WHAT TO WORK ON:
Report all lines from the entries below in which "main" appears.

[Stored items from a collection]
____________________

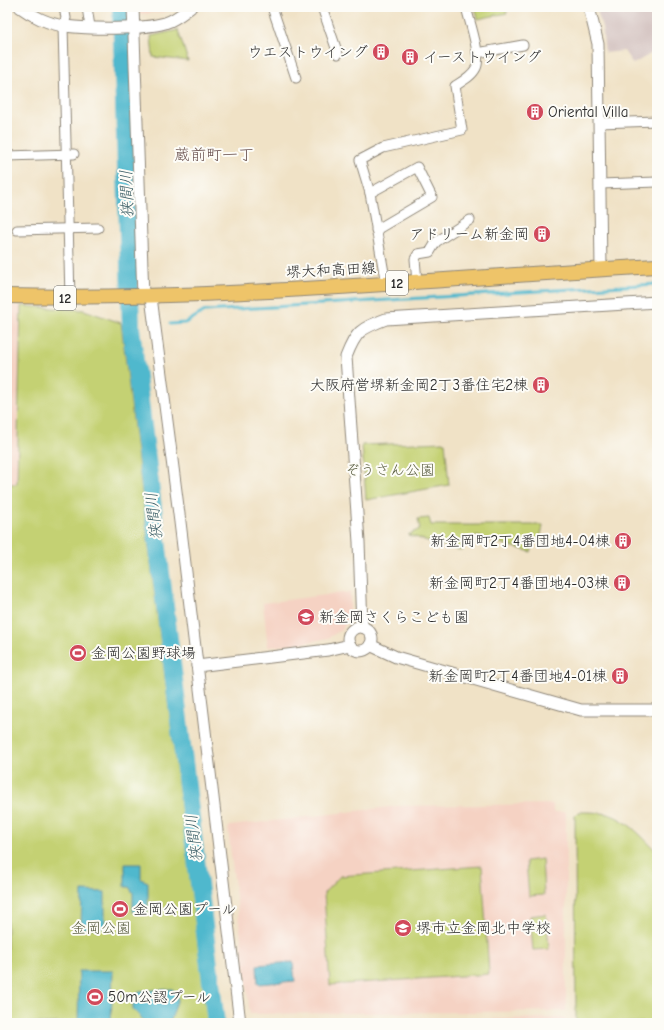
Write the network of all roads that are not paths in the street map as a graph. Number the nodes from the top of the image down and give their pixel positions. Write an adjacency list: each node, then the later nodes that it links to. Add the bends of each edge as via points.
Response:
1 (64, 7): 10 (street, via 66,18)
2 (87, 7): 11 (street)
3 (133, 7): 12 (street)
4 (191, 7): 12 (street, via 174,20 165,23)
5 (272, 7): 16 (street)
6 (322, 7): 15 (street)
7 (466, 7): 14 (street)
8 (589, 7): 18 (street, via 598,44)
9 (22, 8): 10 (street, via 34,16)
10 (63, 26): 11 (street); 19 (street)
11 (90, 27): 12 (street)
12 (131, 27): 34 (street)
13 (523, 45): 14 (street)
14 (477, 53): 23 (street, via 477,66 472,74 455,86 462,130 383,148 360,160)
15 (338, 54)
16 (296, 78)
17 (657, 121): 18 (street)
18 (599, 123): 22 (street)
19 (71, 154): 20 (street); 25 (street)
20 (7, 156)
21 (657, 182): 22 (street)
22 (600, 184): 30 (street)
23 (370, 193): 28 (street); 28 (street, via 417,167 432,197)
24 (470, 220): 31 (street, via 436,242 430,252 418,254 415,259)
25 (69, 228): 26 (street); 27 (street); 35 (street)
26 (98, 228)
27 (17, 230)
28 (376, 230): 32 (street)
29 (657, 266): 30 (main road, 堺大和高田線 / 12)
30 (601, 269): 31 (main road, 堺大和高田線 / 12)
31 (417, 282): 32 (main road, 堺大和高田線 / 12)
32 (386, 284): 34 (main road, 堺大和高田線 / 12)
33 (7, 296): 35 (main road, 堺大和高田線 / 12)
34 (138, 297): 35 (main road, 堺大和高田線 / 12); 40 (street)
35 (70, 298)
36 (657, 302): 37 (street, via 386,319 357,334 346,357 359,542)
37 (362, 627): 38 (street, via 351,631 348,638); 39 (street, via 371,634)
38 (350, 645): 39 (street, via 360,651); 40 (street)
39 (370, 645): 41 (street, via 396,657 580,710)
40 (197, 666): 42 (street)
41 (657, 710)
42 (240, 1023)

____________________

ANSWER TO THIS PROBLEM:
29 (657, 266): 30 (main road, 堺大和高田線 / 12)
30 (601, 269): 31 (main road, 堺大和高田線 / 12)
31 (417, 282): 32 (main road, 堺大和高田線 / 12)
32 (386, 284): 34 (main road, 堺大和高田線 / 12)
33 (7, 296): 35 (main road, 堺大和高田線 / 12)
34 (138, 297): 35 (main road, 堺大和高田線 / 12); 40 (street)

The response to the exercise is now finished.